Mayor Lim: Consistent crimefighter

The City of Manila’s Mayor Alfredo Lim made our day again. He has once more shown how consistent and admirable an enemy of crime he is.

The Filipino “Dirty Harry” vowed last Monday not to lift a finger to help his son, Manuel, who was arrested in a drug bust.

He said “Manuel should be man enough to face the music. I will not protect him. I will not lift a finger to help him. Whatever trouble he has got himself into he must bear by himself.”

Manuel is a 44-year-old man. He had been arrested with two other suspects for allegedly trying to sell methamphetamine—also known as shabu, which is the most popular illegal drug in the country. They did not know that their sale was a sting. Their buyer was an undercover agent of the Philippine Drug Enforcement Agency.

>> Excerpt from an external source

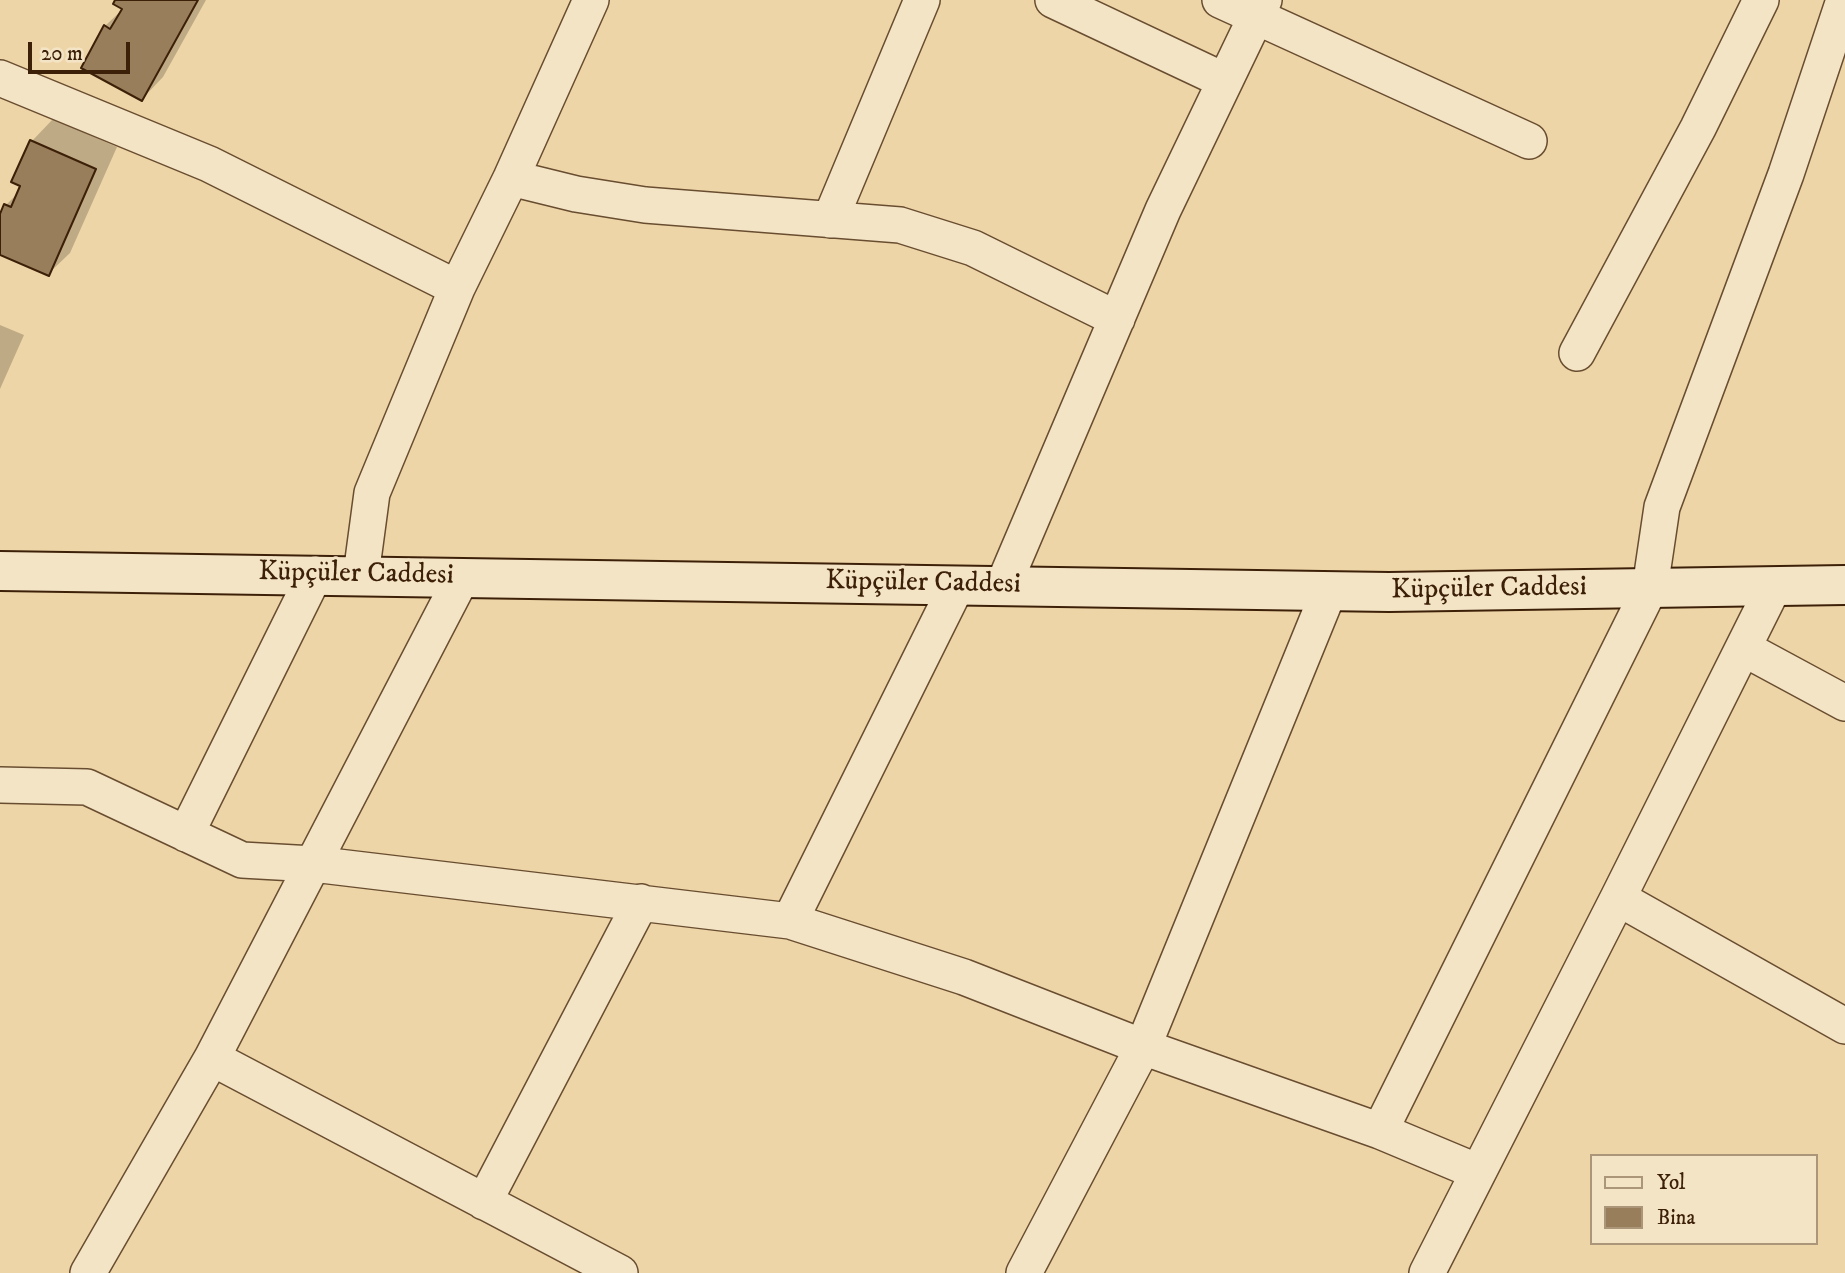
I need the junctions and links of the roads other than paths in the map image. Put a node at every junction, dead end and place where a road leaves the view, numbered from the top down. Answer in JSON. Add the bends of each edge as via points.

Police have filed charges against the young Lim and his companions. If convicted, Manuel could face a long prison term for selling shabu.

A model LGU official

We have always admired Mayor Lim for being a staunch anti-crime crusader. He cleaned Manila’s red-light districts of prostitutes and drug dealers in his previous (pre-Lito Atienza) terms as mayor of the Philippine capital. He is a model for other local government officials.

Not too many Filipinos liked his use of the spray-paint in one of his anti-drug campaigns. What he did was spray-paint warnings on the the houses of suspected drug pushers. This was criticized by activists as a violation of the house-owners human rights. Besides, they reasoned, some of the residents in the spray-painted houses—the wives and children and parents of the actual drug pusher—were most likely innocent. What if some crazed anti-drug crusader threw a grenade at the house?

Mayor Lim relented and stopped his unusual campaign. But it was effective. Many of Manila’s drug pushers moved to other places—especially Pasay and the Baclaran area.

We need more public officials with Mayor Lim’s honesty and consistency as a crime-fighter.

It must have been painful for him to make the decision to let the law take its course in the case of his flesh-and-blood Manuel.

Mayor Lim’s posture runs counter to the feudalistic and overly-personalistic mentality of the Filipinos. That mentality is often the source of corruption in this country.

A less strong-willed and honest powerholder than Mayor Lim would have surely sprung Manuel out. The mayor could have easily managed such an operation. He is after all a former chief of the national police and a former senator. But it would have sullied his integrity.

If President Arroyo had been as firm a crime and corruption fighter as Mayor Lim, she would not have to suffer for the alleged corruption of her underlings—and perhaps some close friends and political creditors—whose wrongdoings are being exposed in Senate investigations.

Many people of good will are not joining the anti-Arroyo forces holding rallies and trying to organize the public into forming a massive movement that will force her out of office.

Among these are the Catholic bishops and the impressive body of former senior government officials (FSGO). These two groups have made sharp assessments of government corruption. They see the President as—at least—negligent in curbing corruption that has cost this country scores of billions. The FSGO says she must be central in these alleged corrupt deals.

Yet they do not want to add their voices to the call for her resignation or ouster by people power.

They want her to continue being president until her term ends in 2010. But they do insist that she must zealously go after her administration’s monsters of corruption.

We hope the President heeds the CBCP and the FSGO. Doing so can’t possibly be as painful as Mayor Lim’s resolve not to lift a finger to help his son out of the mess he has put himself in.

Lim as Malacañang anti-corruption czar

Here’s our inspired thought: Mayor Alfredo Lim—despite being an opposition party member and a close friend of former President Estrada who has of late been actively speaking against President Arroyo and asking her to resign—is one of those men of goodwill who want President Gloria Macapagal Arroyo to finish her term.

He has vowed to keep her safe from any force that will unconstitutionally push her out of the Palace.

Why not make Mayor Lim the Palace’s anti-corruption czar? He can be that while keeping his job as Manila mayor.

But, of course, if she takes our unsolicited suggestion, she has to give Mayor Lim the proper equipment and resources to collar the thieves and scoundrels in the corridors of power.